//****************************************************************************//
//******************** First Day - January 7th, 2020 ************************//
//**************************************************************************//
- Professor Vuduc is here! I have no idea why, since he isn't the listed professor, but I'll take it!
- ...possibly because Toby Isaac is a first-time professor here?
- "And now, since you've signed up for this class, here's some targeted advertising from Professor Vuduc!"
- Apparently Professor Vuduc is building an undergraduate team to compete in the Supercomputing Cluster Competition, where students compete to build their own cluster and run it with a bunch of crazy tests (cutting power mid-run, power limits, etc.)
- This WILL count as a VIP if you have time, so yay!
- "I do NOT assume you have supercomputing experience for this VIP; instead, we'll teach you what you need to know as long as you have a core programming base"
- ALSO: there's an ungraded self-assessment quiz on Canvas. Please do it! If you're struggling, I'd recommend reading up on your algorithm notes
--------------------------------------------------------------------------------
- Alright, logistics!
- First up, office hours!
- Professor Isaac has office hours from 1-2pm on Tuesday, in CODA S1323
- Jinwoo Go is our TA, and'll have office hours Wednesday 1-2pm in Klaus 1361 (the common area)
- Prerequisites-wise, I assume you've taken some undergraduate class in algorithms analysis; "we won't do anything crazy, but you will have to analyze runtimes"

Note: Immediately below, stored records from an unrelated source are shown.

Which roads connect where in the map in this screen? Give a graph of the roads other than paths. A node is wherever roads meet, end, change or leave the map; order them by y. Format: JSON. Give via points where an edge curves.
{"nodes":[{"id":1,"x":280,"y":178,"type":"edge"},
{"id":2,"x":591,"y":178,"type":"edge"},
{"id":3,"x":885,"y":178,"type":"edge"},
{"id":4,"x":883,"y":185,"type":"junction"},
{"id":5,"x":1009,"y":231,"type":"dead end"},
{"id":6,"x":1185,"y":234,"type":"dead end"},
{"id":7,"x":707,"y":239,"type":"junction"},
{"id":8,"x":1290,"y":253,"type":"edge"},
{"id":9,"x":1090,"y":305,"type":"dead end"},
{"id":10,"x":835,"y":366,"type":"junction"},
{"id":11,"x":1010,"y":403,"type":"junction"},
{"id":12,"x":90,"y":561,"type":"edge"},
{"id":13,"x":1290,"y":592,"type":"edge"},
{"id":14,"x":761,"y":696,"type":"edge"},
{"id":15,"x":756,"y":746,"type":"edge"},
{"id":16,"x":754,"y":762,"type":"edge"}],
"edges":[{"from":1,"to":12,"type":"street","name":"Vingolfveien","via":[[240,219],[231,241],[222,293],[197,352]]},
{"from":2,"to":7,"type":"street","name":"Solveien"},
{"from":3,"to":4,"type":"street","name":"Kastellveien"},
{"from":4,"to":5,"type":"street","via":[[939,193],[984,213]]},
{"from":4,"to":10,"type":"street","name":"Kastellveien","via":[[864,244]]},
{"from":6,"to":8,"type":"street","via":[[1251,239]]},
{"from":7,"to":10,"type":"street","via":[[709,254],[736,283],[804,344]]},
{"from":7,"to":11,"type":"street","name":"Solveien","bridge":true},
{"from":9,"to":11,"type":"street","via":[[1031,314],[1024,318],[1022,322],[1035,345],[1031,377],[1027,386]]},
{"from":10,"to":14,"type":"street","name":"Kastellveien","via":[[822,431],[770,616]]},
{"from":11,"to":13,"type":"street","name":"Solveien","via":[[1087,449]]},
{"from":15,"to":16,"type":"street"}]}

- There are NO required textbooks - "computing moves too fast, so what's the point?"
- Instead, all readings we expect you to do will be posted online
- Grading wise, the breakdown is:
- 20% homeworks
- 20% programming assignments (using MPI, a parallel library)
- 15% for EACH of our 2 midterms
- 30% for the CUMULATIVE final exam
- Homework-wise, you are allowed to discuss ideas with other people, but can't share source code
- For other homeworks, you ARE allowed to work with up to 2 other people, but have to name them as such on your homework - and if they don't name YOU, there'll be issues
- Alright, so let's start off with a question: what IS parallel computing?
- Let's assume we have our super-awesome (and awesomely-named) algorithm, "f(x)"
- To run this algorithm, our computer needs to consume resources, like time, energy, and money - but it already works!
- The fundamental problem of high-performance computing is to ask "okay, this algorithm works, but is it GOOD?"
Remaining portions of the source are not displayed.